With blood stains in particular, never use hot water. That will just set the stain into the mattress fibres. Using the same method as above, use either enzyme cleaner, or hydrogen peroxide with a drop or two of liquid dish soap. For stubborn stains, you can apply the mixture (with a cleaning cloth) and let it sit for about half an hour before dabbing it with a damp cloth and blotting it dry. This solution should also be used for sweat stains and other stains from bodily fluids and biological stains.

Sometimes, stains can’t be completely eliminated, especially if they’re particularly dark in colour (that stain from that coffee spill will probably stay there till the end of time), or have been there for years already. These steps will make them lighter than they were before though, and despite the stain still being there, you can sleep easy knowing that your mattress is clean. That particular stain was just a little too much to overcome.

Now that you’ve the treated visible stains, move onto Part 3 – removing odours from your bed.

Part 3: How to remove odours from your bed

Don’t use harsh chemicals or solutions that you’ll end up breathing in all night. Baking soda is your friend. Not only will it remove odours, it’ll absorb moisture. Spread baking soda all over your bed surface. You can use a sifter or dust brush to help you distribute the baking soda equally.
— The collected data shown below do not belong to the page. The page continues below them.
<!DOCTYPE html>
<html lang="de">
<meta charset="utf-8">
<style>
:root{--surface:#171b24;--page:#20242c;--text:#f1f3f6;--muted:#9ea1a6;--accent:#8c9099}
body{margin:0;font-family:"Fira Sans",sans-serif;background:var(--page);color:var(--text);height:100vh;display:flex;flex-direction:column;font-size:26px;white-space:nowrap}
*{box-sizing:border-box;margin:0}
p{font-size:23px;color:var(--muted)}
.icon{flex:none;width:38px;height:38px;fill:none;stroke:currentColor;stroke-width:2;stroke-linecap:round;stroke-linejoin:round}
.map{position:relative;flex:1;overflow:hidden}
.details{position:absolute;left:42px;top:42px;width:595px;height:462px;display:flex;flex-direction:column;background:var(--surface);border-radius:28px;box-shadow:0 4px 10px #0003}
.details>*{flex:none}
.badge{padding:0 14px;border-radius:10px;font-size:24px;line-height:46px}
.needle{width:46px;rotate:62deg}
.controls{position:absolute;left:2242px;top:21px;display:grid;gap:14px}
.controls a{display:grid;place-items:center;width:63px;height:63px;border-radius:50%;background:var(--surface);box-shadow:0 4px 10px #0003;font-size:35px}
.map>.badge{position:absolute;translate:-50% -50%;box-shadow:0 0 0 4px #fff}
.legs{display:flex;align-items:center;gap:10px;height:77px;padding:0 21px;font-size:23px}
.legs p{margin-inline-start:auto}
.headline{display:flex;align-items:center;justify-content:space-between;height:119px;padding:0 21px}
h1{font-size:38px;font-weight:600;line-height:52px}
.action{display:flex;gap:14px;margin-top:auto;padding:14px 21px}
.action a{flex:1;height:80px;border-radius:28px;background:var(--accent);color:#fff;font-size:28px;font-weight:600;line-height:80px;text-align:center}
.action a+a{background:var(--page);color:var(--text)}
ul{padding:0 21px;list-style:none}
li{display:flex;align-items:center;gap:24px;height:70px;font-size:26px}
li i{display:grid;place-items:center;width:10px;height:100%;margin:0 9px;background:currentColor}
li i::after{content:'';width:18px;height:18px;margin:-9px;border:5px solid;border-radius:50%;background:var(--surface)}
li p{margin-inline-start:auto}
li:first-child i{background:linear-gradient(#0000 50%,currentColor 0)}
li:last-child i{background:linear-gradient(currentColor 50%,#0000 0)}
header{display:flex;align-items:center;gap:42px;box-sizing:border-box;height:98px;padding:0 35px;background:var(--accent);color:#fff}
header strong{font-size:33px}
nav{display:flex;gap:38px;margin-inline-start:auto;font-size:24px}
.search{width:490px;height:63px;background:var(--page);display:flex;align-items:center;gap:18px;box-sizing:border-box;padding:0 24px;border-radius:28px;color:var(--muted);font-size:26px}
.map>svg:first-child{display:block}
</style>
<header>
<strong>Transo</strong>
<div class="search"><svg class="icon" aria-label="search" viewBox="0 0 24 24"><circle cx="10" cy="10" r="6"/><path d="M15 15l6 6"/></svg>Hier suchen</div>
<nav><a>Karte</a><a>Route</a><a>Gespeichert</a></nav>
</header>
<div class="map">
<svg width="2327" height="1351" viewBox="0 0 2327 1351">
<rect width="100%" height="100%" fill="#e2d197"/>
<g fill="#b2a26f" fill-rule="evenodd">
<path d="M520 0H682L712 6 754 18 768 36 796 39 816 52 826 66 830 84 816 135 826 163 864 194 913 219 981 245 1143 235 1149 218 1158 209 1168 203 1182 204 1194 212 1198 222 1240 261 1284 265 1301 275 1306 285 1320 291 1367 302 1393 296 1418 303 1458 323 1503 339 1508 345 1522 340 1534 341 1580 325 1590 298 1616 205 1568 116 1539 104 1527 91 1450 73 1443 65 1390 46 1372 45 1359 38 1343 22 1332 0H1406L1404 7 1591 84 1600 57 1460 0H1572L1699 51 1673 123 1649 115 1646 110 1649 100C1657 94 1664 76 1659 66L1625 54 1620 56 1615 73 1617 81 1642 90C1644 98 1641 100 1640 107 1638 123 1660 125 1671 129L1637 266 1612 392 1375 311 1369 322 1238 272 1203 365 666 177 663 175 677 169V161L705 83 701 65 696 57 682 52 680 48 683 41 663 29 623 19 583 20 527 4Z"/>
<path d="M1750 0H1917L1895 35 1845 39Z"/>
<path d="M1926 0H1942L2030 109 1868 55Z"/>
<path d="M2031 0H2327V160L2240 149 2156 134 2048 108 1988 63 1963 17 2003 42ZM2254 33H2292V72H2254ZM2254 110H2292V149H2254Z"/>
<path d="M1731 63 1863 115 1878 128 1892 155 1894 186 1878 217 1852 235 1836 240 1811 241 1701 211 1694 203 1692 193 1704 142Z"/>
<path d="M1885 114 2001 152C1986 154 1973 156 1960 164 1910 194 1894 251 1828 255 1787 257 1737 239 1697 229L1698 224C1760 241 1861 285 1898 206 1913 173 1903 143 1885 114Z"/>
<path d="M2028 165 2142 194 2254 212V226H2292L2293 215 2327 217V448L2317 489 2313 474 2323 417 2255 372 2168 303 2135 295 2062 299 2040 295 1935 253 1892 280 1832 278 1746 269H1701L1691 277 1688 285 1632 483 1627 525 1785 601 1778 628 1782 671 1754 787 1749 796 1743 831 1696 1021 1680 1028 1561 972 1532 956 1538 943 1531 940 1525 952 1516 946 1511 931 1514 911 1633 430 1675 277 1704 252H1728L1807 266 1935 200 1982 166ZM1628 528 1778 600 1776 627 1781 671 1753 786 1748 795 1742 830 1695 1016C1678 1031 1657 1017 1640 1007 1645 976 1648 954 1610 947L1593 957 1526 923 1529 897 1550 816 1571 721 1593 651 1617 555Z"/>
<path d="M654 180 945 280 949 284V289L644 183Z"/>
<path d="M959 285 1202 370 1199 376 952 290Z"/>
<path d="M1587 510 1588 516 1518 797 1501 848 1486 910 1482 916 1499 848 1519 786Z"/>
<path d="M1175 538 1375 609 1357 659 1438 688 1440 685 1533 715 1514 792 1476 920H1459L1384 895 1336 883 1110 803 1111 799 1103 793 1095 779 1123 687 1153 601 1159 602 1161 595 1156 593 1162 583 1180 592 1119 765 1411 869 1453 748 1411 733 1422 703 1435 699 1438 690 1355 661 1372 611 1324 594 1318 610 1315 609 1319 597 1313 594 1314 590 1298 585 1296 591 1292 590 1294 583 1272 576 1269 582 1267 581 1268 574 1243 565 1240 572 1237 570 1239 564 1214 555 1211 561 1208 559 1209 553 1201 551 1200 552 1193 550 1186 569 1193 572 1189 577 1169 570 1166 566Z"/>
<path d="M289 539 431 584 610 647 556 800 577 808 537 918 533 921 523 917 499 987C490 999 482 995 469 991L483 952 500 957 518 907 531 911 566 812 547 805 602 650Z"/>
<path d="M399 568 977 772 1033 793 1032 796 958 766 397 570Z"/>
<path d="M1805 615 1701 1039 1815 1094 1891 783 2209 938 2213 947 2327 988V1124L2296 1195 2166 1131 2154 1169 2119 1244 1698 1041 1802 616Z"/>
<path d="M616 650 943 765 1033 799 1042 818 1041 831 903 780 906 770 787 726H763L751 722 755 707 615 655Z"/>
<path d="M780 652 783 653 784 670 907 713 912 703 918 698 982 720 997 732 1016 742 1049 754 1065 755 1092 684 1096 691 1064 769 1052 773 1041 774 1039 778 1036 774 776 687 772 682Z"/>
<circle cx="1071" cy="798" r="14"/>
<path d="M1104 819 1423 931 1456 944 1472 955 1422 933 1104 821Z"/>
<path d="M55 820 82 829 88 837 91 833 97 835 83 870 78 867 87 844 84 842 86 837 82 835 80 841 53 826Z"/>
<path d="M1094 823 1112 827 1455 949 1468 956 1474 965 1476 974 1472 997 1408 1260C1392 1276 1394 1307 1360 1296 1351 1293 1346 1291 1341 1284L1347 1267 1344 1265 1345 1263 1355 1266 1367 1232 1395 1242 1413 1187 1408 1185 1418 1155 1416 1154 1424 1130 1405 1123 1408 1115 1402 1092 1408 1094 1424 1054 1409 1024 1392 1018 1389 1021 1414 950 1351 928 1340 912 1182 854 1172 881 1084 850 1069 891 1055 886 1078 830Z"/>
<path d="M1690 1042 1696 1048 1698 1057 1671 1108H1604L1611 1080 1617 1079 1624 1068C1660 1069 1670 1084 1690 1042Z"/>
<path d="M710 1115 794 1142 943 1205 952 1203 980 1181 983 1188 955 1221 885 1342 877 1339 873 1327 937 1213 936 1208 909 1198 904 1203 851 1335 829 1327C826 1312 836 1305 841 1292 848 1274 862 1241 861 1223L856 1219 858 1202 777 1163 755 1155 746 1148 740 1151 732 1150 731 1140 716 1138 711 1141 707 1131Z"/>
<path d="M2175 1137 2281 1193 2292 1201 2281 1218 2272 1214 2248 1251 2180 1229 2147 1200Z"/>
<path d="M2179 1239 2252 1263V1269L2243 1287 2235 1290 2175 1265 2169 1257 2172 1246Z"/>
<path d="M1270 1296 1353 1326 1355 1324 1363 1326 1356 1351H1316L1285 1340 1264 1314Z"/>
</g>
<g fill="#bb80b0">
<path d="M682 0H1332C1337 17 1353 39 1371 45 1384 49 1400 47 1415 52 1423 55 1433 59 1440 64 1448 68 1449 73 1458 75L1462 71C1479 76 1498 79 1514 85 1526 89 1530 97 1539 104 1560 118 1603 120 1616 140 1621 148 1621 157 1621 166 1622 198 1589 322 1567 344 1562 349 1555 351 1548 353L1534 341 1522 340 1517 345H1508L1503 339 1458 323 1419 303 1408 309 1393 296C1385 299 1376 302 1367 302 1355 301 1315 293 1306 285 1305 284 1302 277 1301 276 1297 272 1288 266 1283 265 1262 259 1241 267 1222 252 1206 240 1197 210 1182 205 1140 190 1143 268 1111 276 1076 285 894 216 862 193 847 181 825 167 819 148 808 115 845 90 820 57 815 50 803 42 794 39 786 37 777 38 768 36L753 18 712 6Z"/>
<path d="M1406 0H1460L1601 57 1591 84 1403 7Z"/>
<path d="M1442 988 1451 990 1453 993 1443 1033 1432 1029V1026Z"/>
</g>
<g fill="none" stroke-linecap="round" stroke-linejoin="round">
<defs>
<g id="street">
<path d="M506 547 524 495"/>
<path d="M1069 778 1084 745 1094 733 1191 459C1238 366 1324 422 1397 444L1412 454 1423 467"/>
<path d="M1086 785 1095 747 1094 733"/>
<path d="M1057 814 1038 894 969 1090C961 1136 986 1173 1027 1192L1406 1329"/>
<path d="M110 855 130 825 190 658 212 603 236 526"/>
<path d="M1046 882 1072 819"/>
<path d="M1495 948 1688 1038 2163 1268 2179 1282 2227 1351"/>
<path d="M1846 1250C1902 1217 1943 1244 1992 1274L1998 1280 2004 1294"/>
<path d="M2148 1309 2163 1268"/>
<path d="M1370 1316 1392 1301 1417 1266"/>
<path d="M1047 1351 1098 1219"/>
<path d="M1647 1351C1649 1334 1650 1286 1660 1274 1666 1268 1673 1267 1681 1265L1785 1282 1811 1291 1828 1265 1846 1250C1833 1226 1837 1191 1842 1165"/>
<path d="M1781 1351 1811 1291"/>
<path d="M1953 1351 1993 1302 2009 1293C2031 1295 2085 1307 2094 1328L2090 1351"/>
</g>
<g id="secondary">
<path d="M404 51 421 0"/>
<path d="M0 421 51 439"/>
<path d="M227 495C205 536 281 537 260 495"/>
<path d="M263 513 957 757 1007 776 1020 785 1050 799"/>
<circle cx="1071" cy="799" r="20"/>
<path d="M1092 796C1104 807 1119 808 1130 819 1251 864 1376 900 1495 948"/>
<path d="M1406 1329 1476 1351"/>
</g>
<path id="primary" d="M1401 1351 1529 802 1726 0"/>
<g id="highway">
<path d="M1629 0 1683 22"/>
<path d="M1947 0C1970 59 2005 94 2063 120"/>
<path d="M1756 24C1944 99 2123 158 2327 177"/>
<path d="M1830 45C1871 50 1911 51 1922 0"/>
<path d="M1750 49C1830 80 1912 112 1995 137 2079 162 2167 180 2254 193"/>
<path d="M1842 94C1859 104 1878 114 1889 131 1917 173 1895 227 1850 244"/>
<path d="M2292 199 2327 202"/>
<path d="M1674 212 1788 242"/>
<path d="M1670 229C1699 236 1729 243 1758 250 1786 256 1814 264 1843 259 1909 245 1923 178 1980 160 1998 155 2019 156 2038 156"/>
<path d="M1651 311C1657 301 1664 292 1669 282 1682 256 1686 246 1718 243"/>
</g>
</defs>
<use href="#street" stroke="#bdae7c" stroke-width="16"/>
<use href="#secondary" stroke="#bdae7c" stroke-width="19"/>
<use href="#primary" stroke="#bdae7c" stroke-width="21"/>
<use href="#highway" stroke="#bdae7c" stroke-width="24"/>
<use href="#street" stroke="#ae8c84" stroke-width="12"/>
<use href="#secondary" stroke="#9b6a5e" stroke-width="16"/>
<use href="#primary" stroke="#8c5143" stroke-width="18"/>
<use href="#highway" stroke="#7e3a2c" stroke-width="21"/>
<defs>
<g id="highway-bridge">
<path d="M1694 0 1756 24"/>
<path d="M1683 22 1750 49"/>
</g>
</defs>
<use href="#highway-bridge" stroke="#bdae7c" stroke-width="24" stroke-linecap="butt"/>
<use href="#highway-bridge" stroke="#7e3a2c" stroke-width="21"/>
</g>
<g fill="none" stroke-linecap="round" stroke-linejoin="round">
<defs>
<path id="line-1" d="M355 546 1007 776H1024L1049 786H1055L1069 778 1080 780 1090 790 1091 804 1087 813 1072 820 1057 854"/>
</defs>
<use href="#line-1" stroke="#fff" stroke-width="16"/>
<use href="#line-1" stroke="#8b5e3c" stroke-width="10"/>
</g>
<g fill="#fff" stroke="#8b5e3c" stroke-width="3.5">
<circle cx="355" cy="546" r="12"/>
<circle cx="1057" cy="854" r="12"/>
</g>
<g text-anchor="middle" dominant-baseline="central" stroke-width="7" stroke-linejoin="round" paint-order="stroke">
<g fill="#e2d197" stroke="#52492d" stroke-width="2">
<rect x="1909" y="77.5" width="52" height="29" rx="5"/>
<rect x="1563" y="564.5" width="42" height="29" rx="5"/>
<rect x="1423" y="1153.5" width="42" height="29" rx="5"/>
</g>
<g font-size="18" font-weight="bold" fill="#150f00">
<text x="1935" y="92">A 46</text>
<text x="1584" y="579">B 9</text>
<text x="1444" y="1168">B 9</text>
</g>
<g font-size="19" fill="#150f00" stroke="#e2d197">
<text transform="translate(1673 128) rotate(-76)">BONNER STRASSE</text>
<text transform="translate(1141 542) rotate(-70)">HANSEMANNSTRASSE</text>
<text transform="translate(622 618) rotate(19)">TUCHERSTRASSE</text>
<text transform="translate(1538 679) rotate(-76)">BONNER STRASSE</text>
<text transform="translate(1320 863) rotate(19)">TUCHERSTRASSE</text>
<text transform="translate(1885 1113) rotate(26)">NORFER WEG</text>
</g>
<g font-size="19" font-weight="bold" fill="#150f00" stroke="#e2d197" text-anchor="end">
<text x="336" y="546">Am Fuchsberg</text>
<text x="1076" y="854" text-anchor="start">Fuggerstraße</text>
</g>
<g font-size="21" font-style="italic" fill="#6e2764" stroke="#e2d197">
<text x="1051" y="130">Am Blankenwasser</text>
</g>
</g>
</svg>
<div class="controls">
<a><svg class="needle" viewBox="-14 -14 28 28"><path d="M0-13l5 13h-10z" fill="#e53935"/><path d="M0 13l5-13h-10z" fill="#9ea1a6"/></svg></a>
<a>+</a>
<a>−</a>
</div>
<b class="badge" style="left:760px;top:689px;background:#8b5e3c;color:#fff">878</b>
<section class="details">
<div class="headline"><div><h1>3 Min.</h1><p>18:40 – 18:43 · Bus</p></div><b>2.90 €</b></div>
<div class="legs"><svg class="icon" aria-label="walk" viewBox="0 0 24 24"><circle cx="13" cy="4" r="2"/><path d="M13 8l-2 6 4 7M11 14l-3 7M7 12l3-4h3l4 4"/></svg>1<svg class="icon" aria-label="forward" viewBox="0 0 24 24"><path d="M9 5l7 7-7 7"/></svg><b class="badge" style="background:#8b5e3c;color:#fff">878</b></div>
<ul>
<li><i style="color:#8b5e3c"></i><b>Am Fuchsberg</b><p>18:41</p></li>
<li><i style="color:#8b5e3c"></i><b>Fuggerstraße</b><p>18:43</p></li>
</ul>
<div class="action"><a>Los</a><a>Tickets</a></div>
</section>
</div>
Then just give that layer of baking soda time to work its magic, and in that time, let the mattress air out. Open the windows and make sure there’s good ventilation. With all the time it spends covered up in sheets and blankets, it deserves to really breathe in some fresh air!

Ideally, let your bed sit like this overnight, but if that’s not possible, give it at least a few hours so it has time to absorb the odours and moisture in your bed. After that, vacuum it up, again using the upholstery tool. Make sure you empty out vacuum cleaner afterwards as it’ll be chock full of baking soda.

Part 4: How to keep your mattress clean

Two words. Mattress protector. A machine washable mattress cover that you can wash regularly in the washing machine will go a long way in maintaining the cleanliness and hygiene of your bed. You can even get waterproof mattress protectors for further protection. It’s a low cost way of keeping your bed clean. Without it, dust and moisture will just fall directly onto your mattress, which you can’t just chuck in the wash.

Conclusion

We spend so much time on our mattresses, it makes sense to keep them clean. We should be changing our sheets every week (OK fine, I only change them every two weeks), but just as importantly, we should make a point of cleaning our mattresses at least twice a year. Mattresses are expensive, but you bought it as an investment in your health. So look after it! By looking after your mattress, you’re looking after yourself and your family. So happy cleaning, and sleep easy knowing that there won’t be dust mites to bite you.